◆ **Required work**
All entries are to be transcribed verbatim, but images are not carried over.

◆ **Extracted entries**
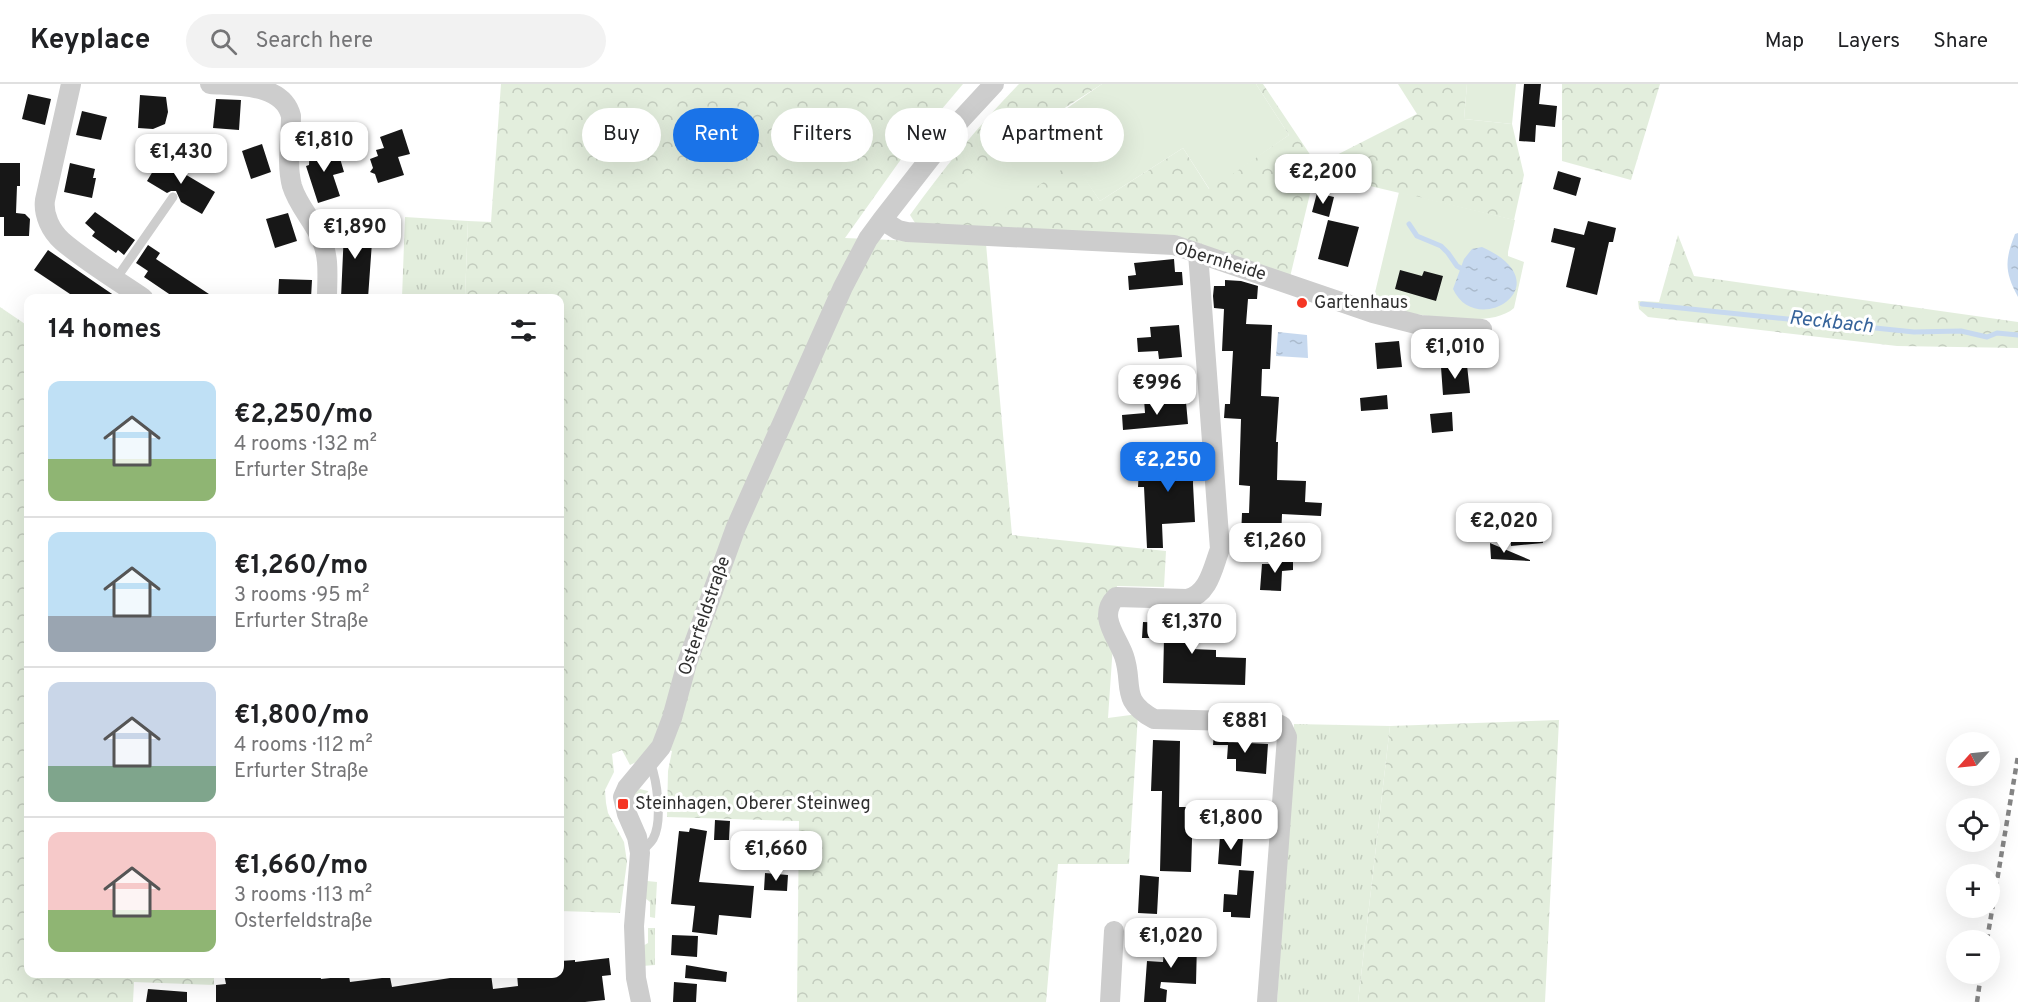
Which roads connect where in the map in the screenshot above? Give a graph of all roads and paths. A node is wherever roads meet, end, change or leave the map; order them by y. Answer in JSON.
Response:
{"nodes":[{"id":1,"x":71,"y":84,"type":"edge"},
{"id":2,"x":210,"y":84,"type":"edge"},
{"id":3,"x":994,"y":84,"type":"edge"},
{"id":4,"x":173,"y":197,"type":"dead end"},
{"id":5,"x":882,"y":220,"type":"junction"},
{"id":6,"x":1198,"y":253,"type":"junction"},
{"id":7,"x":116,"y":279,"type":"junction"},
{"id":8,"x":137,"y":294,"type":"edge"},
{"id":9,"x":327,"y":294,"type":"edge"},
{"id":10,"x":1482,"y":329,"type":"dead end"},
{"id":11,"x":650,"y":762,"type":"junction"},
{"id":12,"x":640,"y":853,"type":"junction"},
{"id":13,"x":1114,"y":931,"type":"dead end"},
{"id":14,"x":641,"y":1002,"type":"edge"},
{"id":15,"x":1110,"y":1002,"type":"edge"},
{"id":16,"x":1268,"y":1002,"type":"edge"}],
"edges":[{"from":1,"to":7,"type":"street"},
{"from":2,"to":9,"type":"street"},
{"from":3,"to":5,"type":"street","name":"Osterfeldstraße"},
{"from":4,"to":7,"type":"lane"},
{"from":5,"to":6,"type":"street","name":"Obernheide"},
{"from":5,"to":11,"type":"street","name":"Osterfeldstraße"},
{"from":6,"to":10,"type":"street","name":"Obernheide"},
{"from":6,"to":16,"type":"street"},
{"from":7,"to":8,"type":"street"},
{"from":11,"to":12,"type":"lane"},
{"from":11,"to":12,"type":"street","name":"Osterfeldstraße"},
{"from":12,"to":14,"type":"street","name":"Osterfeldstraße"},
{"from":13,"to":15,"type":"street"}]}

◆ **Written solution**
Which roads connect where in the map in the screenshot above? Give a graph of all roads and paths. A node is wherever roads meet, end, change or leave the map; order them by y. Answer in JSON.
Response:
{"nodes":[{"id":1,"x":71,"y":84,"type":"edge"},
{"id":2,"x":210,"y":84,"type":"edge"},
{"id":3,"x":994,"y":84,"type":"edge"},
{"id":4,"x":173,"y":197,"type":"dead end"},
{"id":5,"x":882,"y":220,"type":"junction"},
{"id":6,"x":1198,"y":253,"type":"junction"},
{"id":7,"x":116,"y":279,"type":"junction"},
{"id":8,"x":137,"y":294,"type":"edge"},
{"id":9,"x":327,"y":294,"type":"edge"},
{"id":10,"x":1482,"y":329,"type":"dead end"},
{"id":11,"x":650,"y":762,"type":"junction"},
{"id":12,"x":640,"y":853,"type":"junction"},
{"id":13,"x":1114,"y":931,"type":"dead end"},
{"id":14,"x":641,"y":1002,"type":"edge"},
{"id":15,"x":1110,"y":1002,"type":"edge"},
{"id":16,"x":1268,"y":1002,"type":"edge"}],
"edges":[{"from":1,"to":7,"type":"street"},
{"from":2,"to":9,"type":"street"},
{"from":3,"to":5,"type":"street","name":"Osterfeldstraße"},
{"from":4,"to":7,"type":"lane"},
{"from":5,"to":6,"type":"street","name":"Obernheide"},
{"from":5,"to":11,"type":"street","name":"Osterfeldstraße"},
{"from":6,"to":10,"type":"street","name":"Obernheide"},
{"from":6,"to":16,"type":"street"},
{"from":7,"to":8,"type":"street"},
{"from":11,"to":12,"type":"lane"},
{"from":11,"to":12,"type":"street","name":"Osterfeldstraße"},
{"from":12,"to":14,"type":"street","name":"Osterfeldstraße"},
{"from":13,"to":15,"type":"street"}]}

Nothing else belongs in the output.